Historically, single-day SPY moves exceeding 1% occur roughly 15% of trading days, yet sustained upward closes in mid-July have been common during bull phases, particularly when the ETF trades within 2% of its all-time high[4]. Comparable cases from 2023 and 2024 show that when SPY is near record levels and volatility is subdued, the probability of a higher close on a Tuesday or Wednesday often exceeds 85%, aligning with the current crowd-implied figure[4].

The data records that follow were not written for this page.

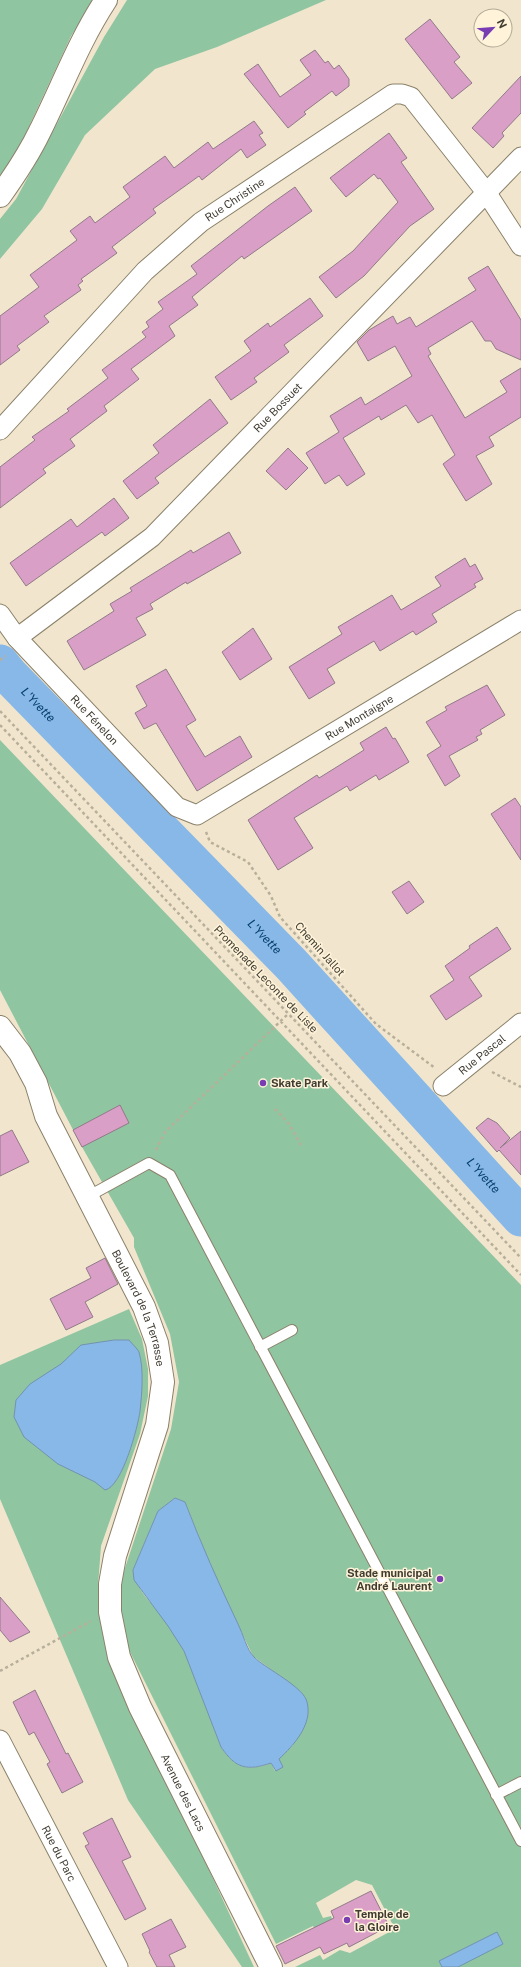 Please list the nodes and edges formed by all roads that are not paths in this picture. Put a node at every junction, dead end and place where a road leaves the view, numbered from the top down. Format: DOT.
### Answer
graph roads {
  1 [pos="106,0"];
  2 [pos="521,157"];
  3 [pos="486,192"];
  4 [pos="0,196"];
  5 [pos="521,246"];
  6 [pos="0,430"];
  7 [pos="0,614"];
  8 [pos="521,620"];
  9 [pos="17,638"];
  10 [pos="197,815"];
  11 [pos="521,1023"];
  12 [pos="0,1027"];
  13 [pos="448,1082"];
  14 [pos="87,1197"];
  15 [pos="292,1330"];
  16 [pos="260,1347"];
  17 [pos="110,1612"];
  18 [pos="0,1740"];
  19 [pos="521,1782"];
  20 [pos="496,1795"];
  21 [pos="521,1841"];
  22 [pos="118,1967"];
  23 [pos="271,1967"];
  1 -- 4 [label="main road"];
  2 -- 3 [label="street, Rue Bossuet"];
  3 -- 5 [label="street, Rue Christine"];
  3 -- 6 [label="street, Rue Christine"];
  3 -- 9 [label="street, Rue Bossuet"];
  7 -- 9 [label="street, Rue Fénelon"];
  8 -- 10 [label="street, Rue Montaigne"];
  9 -- 10 [label="street, Rue Fénelon"];
  11 -- 13 [label="street, Rue Pascal"];
  12 -- 14 [label="main road, Boulevard de la Terrasse"];
  14 -- 16 [label="lane"];
  14 -- 17 [label="main road, Boulevard de la Terrasse"];
  15 -- 16 [label="lane"];
  16 -- 20 [label="lane"];
  17 -- 23 [label="main road, Avenue des Lacs"];
  18 -- 22 [label="street, Rue du Parc"];
  19 -- 20 [label="lane"];
  20 -- 21 [label="lane"];
}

Traders should monitor the Federal Reserve’s mid-July policy meeting outcomes, scheduled earnings from major S&P 500 components, and any unexpected macro data releases that could trigger intraday swings. Recent commentary from Benzinga highlights that SPY’s proximity to its 52-week peak makes it sensitive to even minor shifts in risk sentiment, with technical resistance at $760.40 acting as a key threshold[1]. Regulatory accessibility remains shaped by German GlüStV rules, US CFTC oversight, and the platform’s “no-KYC up to $1,500” tier, which permits retail participation without identity verification for smaller positions.
Methodology
This overview of SPY (SPY) Up or Down on July 15? reviews the four comparable platforms from a regulatory perspective: which is accessible in your jurisdiction, where KYC kicks in, how the platform is classified by your country of residence. Live probability is the Polymarket mid; comparison columns show regulatory status, KYC thresholds and settlement options for each platform.
Resolution & payout
On Polymarket, resolution runs on-chain via UMA Optimistic Oracle. USDC payout is instant and automatic, with no KYC. Tax treatment depends on your jurisdiction — in the US, gains are usually ordinary income; in the UK, often capital gains. Consult a tax professional for your situation.
FAQ
- Is Polymarket legal in my country?
- Polymarket is geo-blocked in the US/UK/EU. Actual usage via the Polymarket interface is not possible there. The legal status itself varies — many countries treat prediction markets as a gray area. Polymarket Tax UK has a different geo footprint.
- Do I need to KYC for Polymarket Tax UK?
- Not for lifetime trading volume under $1,500. Above that threshold, a quick KYC flow kicks in — ID, selfie, approximately 5-10 minutes. The threshold matches FATF travel standards for unregulated crypto platforms.
- How are winnings taxed?
- Tax treatment varies by jurisdiction. In most countries, prediction market gains are treated as ordinary income or capital gains. We cannot provide tax advice — consult a tax professional for your specific situation.
- What happens during a tax audit?
- You're responsible for documenting your trades. Polymarket Tax UK exports a full transaction history (CSV/PDF) for tax reporting. In an audit you'll need to present these documents.
- Are prediction markets gambling?
- Legally unclear in most jurisdictions. Some interpretations classify them as wagering (gambling regulation applies), others as derivatives (financial regulation applies). There's no global precedent specifically for on-chain prediction markets.